→ WORK ORDER
Please copy every line from the records below that contains the string "Garfield".

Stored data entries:
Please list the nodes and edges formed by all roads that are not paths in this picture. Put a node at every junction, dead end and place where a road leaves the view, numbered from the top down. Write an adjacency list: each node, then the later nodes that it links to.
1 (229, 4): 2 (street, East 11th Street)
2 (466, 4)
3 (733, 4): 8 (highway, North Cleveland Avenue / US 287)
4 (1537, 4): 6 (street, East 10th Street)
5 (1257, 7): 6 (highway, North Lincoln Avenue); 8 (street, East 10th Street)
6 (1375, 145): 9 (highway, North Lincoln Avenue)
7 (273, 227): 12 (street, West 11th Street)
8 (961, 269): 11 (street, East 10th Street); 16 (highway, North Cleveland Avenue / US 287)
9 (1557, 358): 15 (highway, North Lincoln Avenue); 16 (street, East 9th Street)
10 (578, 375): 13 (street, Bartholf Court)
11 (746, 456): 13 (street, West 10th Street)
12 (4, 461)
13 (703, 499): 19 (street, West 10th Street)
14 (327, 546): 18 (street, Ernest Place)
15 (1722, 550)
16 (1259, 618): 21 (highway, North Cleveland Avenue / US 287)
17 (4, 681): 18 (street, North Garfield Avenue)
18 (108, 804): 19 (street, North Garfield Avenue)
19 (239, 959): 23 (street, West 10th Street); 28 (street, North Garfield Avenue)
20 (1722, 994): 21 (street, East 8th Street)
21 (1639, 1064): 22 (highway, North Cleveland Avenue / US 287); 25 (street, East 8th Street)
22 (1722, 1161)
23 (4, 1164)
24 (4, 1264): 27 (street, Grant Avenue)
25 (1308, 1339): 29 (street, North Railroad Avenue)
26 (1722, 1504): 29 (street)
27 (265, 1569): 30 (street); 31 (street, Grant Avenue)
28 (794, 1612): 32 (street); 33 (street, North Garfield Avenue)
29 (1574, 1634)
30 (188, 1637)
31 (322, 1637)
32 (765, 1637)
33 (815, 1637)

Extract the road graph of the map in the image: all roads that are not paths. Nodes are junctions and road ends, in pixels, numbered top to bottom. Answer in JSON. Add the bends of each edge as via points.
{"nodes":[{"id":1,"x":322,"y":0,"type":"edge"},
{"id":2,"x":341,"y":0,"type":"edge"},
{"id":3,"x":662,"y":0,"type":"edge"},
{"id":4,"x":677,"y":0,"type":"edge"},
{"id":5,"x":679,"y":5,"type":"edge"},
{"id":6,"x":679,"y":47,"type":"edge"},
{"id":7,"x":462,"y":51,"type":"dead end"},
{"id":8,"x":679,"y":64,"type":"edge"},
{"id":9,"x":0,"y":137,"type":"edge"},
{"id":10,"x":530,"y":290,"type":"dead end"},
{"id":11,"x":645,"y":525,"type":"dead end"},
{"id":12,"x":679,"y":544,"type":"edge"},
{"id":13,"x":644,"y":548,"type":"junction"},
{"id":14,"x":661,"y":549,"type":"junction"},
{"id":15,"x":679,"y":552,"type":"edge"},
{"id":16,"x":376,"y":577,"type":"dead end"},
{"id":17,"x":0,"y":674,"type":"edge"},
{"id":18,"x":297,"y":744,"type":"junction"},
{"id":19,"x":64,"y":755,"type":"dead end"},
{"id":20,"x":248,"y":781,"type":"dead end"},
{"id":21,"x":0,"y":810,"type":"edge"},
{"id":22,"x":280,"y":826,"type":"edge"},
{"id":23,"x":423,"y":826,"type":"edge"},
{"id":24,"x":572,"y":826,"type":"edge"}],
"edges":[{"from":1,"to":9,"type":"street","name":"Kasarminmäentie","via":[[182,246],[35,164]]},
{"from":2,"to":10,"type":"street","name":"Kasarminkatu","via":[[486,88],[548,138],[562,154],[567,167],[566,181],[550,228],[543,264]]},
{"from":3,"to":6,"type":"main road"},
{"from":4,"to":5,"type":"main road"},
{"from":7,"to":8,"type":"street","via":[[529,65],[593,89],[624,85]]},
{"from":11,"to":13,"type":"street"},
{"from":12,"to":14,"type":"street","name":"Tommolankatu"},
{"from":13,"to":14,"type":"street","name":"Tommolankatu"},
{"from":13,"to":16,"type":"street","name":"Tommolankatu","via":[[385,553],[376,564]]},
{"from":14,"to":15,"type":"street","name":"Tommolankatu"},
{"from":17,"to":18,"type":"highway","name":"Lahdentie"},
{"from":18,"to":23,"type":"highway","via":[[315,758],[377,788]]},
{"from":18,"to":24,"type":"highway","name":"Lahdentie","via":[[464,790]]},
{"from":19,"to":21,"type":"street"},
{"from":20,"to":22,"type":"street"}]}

→ EXERCISE RESPONSE
17 (4, 681): 18 (street, North Garfield Avenue)
18 (108, 804): 19 (street, North Garfield Avenue)
19 (239, 959): 23 (street, West 10th Street); 28 (street, North Garfield Avenue)
28 (794, 1612): 32 (street); 33 (street, North Garfield Avenue)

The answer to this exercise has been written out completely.